All of lore.kernel.org
 help / color / mirror / Atom feed
From: Peter Zijlstra <a.p.zijlstra@chello.nl>
To: Hugh Dickins <hugh@veritas.com>
Cc: linux-mm@kvack.org, linux-kernel@vger.kernel.org,
	Andrew Morton <akpm@osdl.org>,
	David Howells <dhowells@redhat.com>,
	Christoph Lameter <christoph@lameter.com>,
	Martin Bligh <mbligh@google.com>, Nick Piggin <npiggin@suse.de>,
	Linus Torvalds <torvalds@osdl.org>
Subject: Re: [PATCH 1/6] mm: tracking shared dirty pages
Date: Fri, 23 Jun 2006 01:02:27 +0200	[thread overview]
Message-ID: <1151017347.15744.135.camel@lappy> (raw)
In-Reply-To: <Pine.LNX.4.64.0606222126310.26805@blonde.wat.veritas.com>

On Thu, 2006-06-22 at 21:52 +0100, Hugh Dickins wrote:
> On Mon, 19 Jun 2006, Peter Zijlstra wrote:

> > +static inline int is_shared_writable(unsigned int flags)
> > +{
> > +	return (flags & (VM_SHARED|VM_WRITE|VM_PFNMAP)) ==
> > +		(VM_SHARED|VM_WRITE);
> > +}
> > +
> 
> Andrew asked for the inclusion of VM_PFNMAP to be commented there,
> I don't believe that's enough: a function called "is_shared_writable"
> should be testing precisely that, or people will misuse it.
> 
> Either you change the name to "is_shared_writable_but_not_pfnmap"
> or somesuch, or you split out the VM_PFNMAP test, or you do away
> with the function and make the tests explicit inline.  As before,
> my instinctive preference is the latter: I really want to see what's
> being tested (especially in do_wp_page); but perhaps it'll just look
> too ugly all over - give it a try and see.

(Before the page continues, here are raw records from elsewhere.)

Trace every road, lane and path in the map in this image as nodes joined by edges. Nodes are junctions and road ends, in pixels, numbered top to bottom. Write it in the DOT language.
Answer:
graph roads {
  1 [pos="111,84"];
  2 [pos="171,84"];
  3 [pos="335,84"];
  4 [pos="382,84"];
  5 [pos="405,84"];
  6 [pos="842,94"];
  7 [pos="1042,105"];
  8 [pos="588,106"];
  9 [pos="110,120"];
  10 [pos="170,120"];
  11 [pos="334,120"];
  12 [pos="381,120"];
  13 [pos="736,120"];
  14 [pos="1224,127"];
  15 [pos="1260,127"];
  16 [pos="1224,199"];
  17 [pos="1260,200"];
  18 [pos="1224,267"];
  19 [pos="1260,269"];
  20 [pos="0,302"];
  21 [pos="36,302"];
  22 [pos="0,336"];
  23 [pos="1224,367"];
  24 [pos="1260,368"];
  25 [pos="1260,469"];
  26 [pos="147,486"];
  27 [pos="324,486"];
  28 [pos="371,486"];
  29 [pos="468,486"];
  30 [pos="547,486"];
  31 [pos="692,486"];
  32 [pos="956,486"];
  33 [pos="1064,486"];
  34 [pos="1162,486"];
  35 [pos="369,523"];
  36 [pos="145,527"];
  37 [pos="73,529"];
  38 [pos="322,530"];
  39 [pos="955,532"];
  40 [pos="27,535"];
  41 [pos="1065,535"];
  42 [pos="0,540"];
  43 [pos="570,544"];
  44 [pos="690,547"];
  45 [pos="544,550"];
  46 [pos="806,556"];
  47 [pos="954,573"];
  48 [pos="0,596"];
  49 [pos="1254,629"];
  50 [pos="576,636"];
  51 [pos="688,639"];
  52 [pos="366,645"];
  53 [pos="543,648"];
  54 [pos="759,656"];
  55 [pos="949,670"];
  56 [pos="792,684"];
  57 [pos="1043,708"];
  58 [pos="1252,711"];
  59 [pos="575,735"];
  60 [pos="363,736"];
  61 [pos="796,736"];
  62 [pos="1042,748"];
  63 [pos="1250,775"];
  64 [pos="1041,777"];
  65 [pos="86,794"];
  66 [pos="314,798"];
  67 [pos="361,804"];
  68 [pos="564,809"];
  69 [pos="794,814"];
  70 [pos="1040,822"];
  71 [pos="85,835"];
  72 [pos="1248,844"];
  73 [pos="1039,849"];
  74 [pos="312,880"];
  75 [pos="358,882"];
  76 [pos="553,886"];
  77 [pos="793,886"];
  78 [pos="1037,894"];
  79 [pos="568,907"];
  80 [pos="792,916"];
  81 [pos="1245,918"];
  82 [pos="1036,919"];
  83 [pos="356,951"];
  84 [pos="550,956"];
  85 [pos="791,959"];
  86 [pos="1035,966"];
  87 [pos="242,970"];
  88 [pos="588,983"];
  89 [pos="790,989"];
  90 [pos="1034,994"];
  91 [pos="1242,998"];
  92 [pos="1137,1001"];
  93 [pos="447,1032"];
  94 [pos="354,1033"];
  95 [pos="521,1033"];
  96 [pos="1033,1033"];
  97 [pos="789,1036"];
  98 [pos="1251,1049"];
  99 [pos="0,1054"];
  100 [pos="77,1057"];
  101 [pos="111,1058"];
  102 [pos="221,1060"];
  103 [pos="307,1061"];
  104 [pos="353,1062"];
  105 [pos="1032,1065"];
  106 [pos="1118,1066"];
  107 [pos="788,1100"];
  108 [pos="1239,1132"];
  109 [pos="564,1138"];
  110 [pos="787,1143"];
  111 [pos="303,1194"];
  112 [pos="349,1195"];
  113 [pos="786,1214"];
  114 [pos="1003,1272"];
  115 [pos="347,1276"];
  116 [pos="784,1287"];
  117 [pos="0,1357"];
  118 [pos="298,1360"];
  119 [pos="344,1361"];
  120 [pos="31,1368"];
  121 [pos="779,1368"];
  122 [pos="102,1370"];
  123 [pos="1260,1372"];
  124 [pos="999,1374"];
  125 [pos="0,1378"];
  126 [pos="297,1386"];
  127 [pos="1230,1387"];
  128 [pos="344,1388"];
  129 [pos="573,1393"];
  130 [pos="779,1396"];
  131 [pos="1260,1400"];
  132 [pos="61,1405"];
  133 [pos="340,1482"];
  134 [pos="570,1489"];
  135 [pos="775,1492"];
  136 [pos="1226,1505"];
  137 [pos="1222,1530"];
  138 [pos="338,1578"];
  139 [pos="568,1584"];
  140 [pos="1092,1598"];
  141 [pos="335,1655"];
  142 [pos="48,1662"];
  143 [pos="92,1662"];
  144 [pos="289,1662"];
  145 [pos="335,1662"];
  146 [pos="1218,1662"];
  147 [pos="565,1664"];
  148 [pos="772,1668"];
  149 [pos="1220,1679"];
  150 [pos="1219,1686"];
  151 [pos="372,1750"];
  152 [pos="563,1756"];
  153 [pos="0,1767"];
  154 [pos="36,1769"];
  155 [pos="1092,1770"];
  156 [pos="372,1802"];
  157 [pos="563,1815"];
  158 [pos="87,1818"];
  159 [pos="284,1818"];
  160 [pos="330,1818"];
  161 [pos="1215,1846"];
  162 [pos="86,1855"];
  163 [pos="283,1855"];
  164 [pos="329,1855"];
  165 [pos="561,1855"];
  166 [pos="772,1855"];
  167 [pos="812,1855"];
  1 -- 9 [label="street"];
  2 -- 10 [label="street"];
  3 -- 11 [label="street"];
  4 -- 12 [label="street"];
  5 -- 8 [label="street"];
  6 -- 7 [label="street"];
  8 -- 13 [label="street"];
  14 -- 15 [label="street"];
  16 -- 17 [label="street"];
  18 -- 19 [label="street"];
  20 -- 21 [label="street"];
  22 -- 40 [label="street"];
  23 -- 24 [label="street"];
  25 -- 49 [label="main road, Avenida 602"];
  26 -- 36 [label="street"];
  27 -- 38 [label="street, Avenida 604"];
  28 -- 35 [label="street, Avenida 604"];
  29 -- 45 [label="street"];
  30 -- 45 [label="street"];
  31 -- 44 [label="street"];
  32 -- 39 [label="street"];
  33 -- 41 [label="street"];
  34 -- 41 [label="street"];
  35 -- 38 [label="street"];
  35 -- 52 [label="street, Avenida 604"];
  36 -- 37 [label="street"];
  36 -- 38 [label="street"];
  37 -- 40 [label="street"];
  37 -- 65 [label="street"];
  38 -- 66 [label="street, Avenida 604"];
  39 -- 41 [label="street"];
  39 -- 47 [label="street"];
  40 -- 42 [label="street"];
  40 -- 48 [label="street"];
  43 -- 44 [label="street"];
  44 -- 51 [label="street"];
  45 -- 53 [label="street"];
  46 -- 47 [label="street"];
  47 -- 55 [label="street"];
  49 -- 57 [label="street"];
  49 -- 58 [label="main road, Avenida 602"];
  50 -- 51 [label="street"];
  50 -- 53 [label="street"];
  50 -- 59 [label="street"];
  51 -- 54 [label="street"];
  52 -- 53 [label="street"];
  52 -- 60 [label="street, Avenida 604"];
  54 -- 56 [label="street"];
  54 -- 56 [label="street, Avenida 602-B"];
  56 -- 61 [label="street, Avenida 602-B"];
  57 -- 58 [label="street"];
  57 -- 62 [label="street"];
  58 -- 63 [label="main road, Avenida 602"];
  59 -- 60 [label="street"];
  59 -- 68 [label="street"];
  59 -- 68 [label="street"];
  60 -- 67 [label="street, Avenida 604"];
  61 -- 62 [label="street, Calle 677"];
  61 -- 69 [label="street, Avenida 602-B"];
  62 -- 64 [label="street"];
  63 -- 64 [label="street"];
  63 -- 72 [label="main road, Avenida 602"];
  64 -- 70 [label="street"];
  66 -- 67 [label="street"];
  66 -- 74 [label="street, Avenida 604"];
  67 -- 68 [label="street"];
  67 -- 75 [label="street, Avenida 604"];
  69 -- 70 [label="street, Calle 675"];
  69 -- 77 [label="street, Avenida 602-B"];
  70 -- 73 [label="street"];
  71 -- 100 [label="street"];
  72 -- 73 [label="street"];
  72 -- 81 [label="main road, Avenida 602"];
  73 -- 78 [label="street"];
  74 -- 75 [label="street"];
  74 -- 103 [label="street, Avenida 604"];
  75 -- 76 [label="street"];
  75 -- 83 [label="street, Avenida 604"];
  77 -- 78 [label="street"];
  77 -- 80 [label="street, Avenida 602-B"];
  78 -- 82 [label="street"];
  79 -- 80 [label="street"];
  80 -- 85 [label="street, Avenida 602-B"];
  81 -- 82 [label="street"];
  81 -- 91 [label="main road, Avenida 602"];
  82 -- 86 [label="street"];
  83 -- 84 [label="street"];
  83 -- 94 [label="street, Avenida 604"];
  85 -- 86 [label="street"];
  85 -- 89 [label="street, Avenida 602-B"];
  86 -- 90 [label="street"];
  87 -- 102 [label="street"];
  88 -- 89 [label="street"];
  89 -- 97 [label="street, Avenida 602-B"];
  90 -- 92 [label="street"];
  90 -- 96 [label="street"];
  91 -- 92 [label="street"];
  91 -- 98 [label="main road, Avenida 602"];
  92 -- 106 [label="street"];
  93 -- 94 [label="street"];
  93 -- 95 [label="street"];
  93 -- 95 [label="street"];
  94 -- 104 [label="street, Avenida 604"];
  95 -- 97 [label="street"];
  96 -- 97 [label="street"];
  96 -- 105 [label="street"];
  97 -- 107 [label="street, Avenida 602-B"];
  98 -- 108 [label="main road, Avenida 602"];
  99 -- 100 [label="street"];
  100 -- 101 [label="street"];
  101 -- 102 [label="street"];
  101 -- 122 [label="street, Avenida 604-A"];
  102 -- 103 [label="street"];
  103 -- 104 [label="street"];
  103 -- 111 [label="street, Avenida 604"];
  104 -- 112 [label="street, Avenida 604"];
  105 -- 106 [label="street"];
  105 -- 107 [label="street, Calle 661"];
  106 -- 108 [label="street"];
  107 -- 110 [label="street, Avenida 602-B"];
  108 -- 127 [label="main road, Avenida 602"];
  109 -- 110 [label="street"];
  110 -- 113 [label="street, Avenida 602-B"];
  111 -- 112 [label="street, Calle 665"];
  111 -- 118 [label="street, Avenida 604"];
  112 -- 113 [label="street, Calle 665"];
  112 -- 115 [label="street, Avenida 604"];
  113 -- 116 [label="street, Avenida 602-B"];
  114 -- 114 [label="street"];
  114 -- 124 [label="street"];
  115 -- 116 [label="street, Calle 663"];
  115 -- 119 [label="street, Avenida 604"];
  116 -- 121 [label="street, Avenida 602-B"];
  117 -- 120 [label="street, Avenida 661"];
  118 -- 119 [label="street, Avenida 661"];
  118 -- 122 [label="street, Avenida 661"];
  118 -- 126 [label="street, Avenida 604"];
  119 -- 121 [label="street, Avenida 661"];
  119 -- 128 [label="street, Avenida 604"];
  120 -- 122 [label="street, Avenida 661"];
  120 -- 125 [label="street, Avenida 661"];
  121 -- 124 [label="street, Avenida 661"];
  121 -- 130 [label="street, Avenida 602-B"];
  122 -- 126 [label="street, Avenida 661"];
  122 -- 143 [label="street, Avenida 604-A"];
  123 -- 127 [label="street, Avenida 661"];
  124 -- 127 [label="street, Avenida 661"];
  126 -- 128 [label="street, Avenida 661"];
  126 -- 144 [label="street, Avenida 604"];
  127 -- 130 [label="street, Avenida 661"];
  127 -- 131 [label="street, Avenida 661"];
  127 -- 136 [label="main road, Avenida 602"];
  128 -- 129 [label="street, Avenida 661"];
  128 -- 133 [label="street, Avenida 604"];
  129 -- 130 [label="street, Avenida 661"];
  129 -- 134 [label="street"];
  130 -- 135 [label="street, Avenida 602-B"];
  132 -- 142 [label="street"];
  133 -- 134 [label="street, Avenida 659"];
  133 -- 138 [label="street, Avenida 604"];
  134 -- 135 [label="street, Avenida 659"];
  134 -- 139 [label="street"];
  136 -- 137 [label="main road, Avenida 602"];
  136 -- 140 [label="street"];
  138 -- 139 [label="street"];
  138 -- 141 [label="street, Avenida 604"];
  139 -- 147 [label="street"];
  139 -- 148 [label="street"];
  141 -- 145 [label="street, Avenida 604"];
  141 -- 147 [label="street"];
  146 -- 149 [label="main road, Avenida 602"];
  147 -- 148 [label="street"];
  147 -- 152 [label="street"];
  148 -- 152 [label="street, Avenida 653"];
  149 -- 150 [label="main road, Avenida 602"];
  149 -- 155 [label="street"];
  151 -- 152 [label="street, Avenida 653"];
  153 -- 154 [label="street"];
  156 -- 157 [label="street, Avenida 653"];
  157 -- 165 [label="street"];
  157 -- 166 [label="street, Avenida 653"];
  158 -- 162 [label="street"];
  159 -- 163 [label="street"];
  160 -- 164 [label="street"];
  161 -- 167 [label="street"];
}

*sight*, thats it, explicit it will be :-)

> > +	/*
> > +	 * This is not fully correct in the light of trapping write faults
> > +	 * for writable shared mappings. However since we're going to mark
> > +	 * the page dirty anyway some few lines downward, we might as well
> > +	 * take the write fault now.
> > +	 */
> 
> I don't understand what you're getting at here: please explain,
> what is not fully correct and why?  In mail first, then we can
> decide what the comment should say, or if it should be removed.
> follow_page isn't making a pte writable, so what's the issue?

I have no idea either, I reread this part earlier today and found it one
big brainfart. It does indeed seem to do the right thing.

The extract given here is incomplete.